There was a definite socialist influence, but the agrarians who would go on the found the Farmers Alliance quickly distanced themselves from socialism. They were, rather, Jeffersonian in influence. The Farmers Alliance would prove to be the most important organization that brought Bryan to power. It was also in bringing Bryan to power that the Farmers Alliance destroyed itself. Magliocci is a prominent historian in this camp. The Farmers alliance was not wholly in lockstep with regards to support for Bryan. Watson, prominently, continued to wage a vitriolic, third-party presidential campaign of his own at the same time that Bryan was trying to win votes across the country.

On the other hand, there are historians who argue that while the Populists lost the battle, they won the war in that their influence had a major effect on national policy in the twentieth century. Besides, argue these historians, had the Populists *not* chosen Bryan, they would have been doomed to obscurity. His influence, while it did not achieve the ultimate goal of presidency, *did* bring fame to the Populist cause, allowing it to be heard by masses who it might not have reached otherwise. Moreover, public policy makers were forced to reckon with the Populist demands. These historians argue that we should not be focusing so much on Bryan, because in doing so we lose the big picture of history.
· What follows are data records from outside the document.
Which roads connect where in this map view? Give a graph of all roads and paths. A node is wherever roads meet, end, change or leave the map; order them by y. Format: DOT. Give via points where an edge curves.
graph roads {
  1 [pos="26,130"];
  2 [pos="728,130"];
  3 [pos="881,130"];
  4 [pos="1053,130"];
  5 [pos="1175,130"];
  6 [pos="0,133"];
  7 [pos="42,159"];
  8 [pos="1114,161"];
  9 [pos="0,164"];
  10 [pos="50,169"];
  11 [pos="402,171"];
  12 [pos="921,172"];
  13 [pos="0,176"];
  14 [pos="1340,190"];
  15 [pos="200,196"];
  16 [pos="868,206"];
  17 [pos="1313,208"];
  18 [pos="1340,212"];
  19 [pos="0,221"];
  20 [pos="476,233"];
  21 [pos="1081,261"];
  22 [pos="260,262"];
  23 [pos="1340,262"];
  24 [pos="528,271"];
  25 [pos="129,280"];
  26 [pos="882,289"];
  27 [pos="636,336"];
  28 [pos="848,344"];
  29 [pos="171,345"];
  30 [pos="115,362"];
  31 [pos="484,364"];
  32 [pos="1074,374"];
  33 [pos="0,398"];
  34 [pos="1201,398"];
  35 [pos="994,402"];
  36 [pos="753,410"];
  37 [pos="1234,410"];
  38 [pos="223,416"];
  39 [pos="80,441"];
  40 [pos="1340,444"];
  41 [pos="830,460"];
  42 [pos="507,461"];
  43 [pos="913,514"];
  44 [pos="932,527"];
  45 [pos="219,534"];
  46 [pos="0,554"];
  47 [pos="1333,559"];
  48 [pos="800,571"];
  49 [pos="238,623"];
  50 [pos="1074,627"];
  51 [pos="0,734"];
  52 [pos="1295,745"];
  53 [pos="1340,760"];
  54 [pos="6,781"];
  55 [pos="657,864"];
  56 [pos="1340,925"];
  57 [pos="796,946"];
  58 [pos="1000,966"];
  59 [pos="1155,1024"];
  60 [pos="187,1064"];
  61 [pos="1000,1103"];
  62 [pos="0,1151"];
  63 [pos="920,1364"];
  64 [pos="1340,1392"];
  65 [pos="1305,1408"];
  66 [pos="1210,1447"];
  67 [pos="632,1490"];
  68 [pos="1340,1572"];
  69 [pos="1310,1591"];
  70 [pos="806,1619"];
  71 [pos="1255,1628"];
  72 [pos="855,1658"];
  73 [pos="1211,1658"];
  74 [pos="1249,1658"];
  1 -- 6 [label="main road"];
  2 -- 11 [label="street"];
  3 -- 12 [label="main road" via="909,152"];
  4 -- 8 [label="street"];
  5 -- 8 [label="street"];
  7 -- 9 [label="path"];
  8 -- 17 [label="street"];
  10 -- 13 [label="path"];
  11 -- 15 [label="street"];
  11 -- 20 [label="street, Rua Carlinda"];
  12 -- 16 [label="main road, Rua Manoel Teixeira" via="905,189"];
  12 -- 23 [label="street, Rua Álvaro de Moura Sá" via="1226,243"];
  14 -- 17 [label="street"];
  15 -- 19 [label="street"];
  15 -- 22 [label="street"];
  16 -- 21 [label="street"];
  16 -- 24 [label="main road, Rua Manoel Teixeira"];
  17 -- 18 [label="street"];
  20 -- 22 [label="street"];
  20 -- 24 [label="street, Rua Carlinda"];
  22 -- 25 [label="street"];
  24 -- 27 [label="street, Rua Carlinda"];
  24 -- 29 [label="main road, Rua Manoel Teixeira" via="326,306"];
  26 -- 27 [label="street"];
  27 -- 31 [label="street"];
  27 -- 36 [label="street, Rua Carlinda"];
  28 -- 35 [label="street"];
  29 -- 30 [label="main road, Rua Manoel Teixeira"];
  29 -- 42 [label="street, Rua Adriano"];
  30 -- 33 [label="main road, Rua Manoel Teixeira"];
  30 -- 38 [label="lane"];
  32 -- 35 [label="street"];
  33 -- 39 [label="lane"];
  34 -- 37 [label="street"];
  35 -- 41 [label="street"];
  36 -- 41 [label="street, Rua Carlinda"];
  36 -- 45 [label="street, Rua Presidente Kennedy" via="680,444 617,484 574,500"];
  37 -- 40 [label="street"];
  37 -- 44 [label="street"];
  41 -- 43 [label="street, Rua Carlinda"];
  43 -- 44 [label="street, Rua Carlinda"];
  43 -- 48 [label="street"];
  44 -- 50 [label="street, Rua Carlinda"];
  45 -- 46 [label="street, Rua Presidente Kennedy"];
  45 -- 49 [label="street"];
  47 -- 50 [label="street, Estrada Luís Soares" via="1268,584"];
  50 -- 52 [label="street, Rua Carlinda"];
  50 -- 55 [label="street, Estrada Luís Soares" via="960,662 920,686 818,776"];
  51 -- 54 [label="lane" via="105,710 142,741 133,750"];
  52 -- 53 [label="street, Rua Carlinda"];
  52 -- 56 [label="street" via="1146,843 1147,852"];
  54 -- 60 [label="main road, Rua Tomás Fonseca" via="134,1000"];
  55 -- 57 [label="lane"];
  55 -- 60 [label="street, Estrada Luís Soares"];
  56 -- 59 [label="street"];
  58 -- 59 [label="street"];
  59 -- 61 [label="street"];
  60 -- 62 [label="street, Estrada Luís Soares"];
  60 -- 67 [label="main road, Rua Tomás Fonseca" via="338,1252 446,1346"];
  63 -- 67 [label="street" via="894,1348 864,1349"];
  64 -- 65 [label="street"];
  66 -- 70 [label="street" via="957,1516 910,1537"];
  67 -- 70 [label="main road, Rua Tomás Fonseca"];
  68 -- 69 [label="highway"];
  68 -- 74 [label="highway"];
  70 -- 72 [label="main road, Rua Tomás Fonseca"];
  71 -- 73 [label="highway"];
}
Bryan was just one bright star in a galaxy of activists who, throughout the late nineteenth century, worked on behalf of farmers in the periphery. Sanders is a prominent historian in this camp.

And then there are those who do not see Bryan as a hero--tragic or otherwise--but rather, a self-serving buffoon who threw the Populist movement under the bus. His compromise with the Republican party, to change from the gold standard to silver (as opposed to the paper money the "greenbacker" Populists wanted), sealed his, the party's and the nation's fate. To the die-hard Populists he didn't go far enough, while the Republicans thought he went too far. In between was a growing class of workers who didn't understand the politics of silver, but who very clearly heard the warnings of anarchy, poverty and punishment from their employers and newspapers. The backlash was significant: a ruthlessly conservative Supreme Court determined justice for generations. Some historians even link the rise of the Jim Crow South to Bryan's losing campaign. Hofstadter is a prominent historian in this camp.